Dataset records:
<<<<

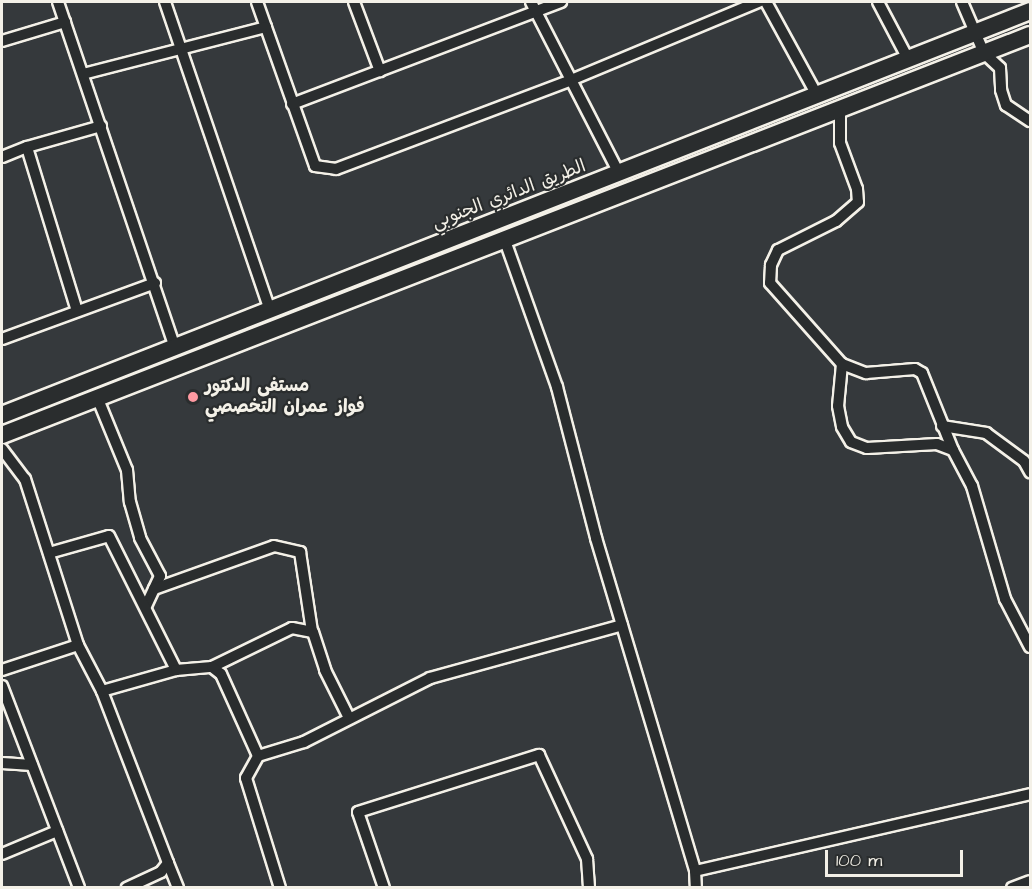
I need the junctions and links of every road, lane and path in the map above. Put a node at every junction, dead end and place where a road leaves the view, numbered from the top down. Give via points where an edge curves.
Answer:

>>>>
<<<<

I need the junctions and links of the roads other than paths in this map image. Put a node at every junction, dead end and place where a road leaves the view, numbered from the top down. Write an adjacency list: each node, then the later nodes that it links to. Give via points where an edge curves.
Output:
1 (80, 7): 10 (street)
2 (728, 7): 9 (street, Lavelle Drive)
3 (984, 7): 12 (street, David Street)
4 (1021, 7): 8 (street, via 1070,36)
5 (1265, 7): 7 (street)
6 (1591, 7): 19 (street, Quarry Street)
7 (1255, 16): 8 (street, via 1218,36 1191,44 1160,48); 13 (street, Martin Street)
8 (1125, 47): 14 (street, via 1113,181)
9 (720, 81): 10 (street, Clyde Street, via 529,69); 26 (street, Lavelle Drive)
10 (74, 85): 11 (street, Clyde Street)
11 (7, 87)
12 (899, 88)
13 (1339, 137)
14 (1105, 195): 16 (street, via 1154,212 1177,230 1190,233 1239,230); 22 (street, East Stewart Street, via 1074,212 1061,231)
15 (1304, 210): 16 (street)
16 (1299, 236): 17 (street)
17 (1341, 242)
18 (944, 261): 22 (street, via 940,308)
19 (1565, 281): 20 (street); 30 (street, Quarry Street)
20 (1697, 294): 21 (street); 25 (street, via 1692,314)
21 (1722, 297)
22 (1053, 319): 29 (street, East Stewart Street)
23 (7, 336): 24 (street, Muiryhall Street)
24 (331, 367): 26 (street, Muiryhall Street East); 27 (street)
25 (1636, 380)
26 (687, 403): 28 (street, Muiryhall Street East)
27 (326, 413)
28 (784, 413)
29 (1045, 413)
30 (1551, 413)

>>>>
<<<<

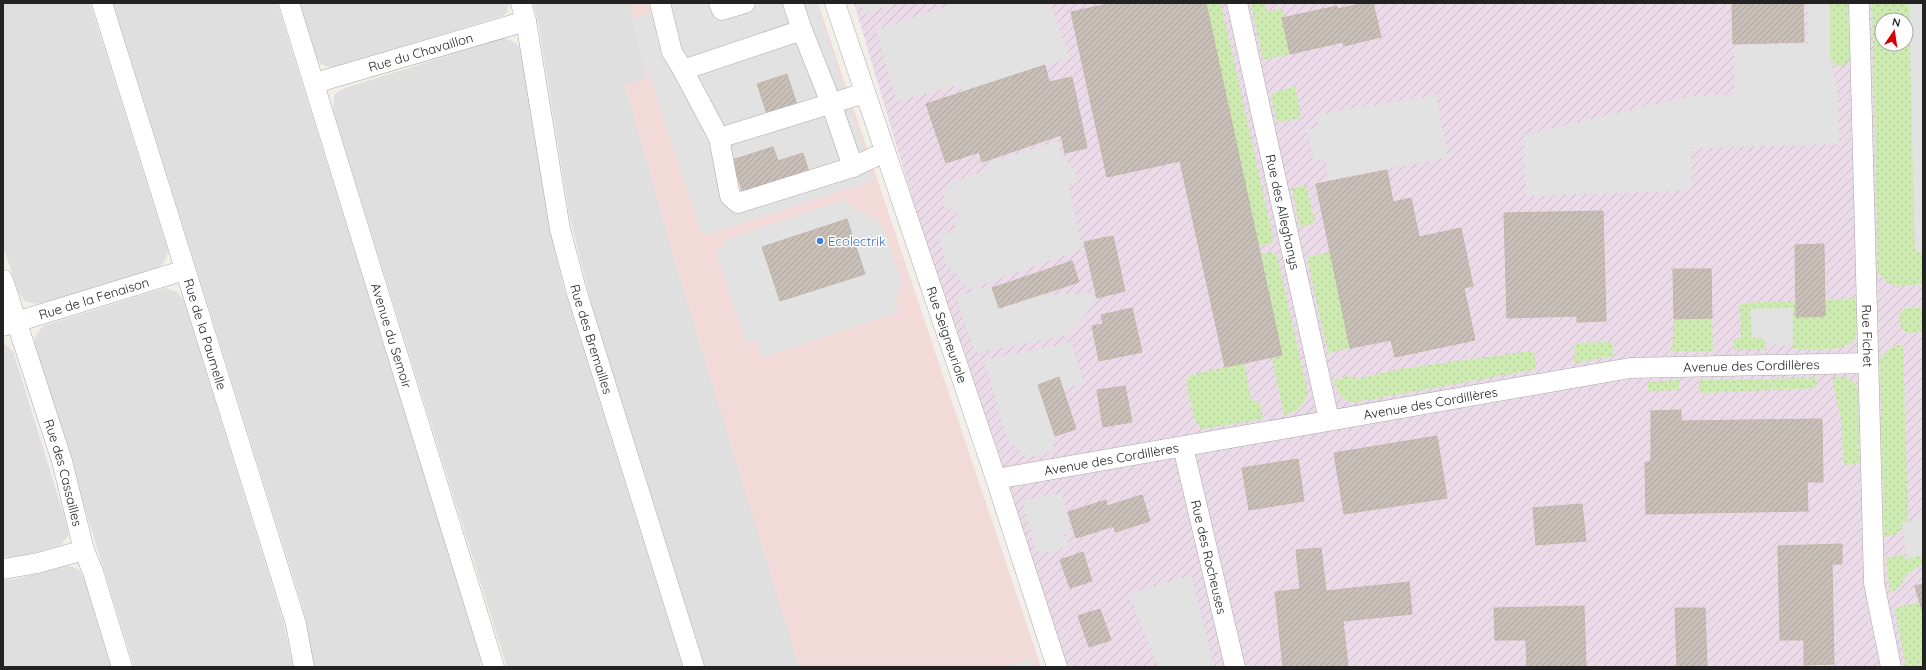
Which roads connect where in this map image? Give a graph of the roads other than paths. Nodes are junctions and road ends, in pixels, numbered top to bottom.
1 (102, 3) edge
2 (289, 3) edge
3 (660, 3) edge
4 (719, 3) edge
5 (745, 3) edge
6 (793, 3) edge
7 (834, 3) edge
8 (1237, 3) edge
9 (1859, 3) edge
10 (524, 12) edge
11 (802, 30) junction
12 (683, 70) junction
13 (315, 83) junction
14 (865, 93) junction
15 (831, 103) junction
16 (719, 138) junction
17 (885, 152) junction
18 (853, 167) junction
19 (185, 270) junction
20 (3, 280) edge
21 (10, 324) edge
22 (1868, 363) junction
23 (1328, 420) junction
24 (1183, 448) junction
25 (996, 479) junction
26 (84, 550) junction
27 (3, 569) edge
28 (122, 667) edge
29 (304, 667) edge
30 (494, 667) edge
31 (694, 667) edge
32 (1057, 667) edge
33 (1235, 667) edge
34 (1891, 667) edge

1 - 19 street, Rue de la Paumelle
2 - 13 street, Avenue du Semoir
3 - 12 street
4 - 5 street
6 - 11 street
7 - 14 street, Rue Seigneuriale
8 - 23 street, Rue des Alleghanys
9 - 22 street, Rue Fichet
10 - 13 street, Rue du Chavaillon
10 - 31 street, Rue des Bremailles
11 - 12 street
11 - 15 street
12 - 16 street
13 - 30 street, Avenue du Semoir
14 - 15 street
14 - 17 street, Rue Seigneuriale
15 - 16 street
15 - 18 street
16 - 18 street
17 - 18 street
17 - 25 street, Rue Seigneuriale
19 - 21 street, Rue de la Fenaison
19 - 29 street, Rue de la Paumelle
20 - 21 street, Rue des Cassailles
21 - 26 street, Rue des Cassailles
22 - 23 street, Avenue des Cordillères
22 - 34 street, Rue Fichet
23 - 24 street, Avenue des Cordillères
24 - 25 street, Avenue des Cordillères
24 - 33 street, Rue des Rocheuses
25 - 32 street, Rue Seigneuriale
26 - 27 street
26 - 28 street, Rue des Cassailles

>>>>

Exercise: From the material above, copy each line that includes the word "dead".

Expected answer:
I need the junctions and links of every road, lane and path in the map above. Put a node at every junction, dead end and place where a road leaves the view, numbered from the top down. Give via points where an edge curves.
I need the junctions and links of the roads other than paths in this map image. Put a node at every junction, dead end and place where a road leaves the view, numbered from the top down. Write an adjacency list: each node, then the later nodes that it links to. Give via points where an edge curves.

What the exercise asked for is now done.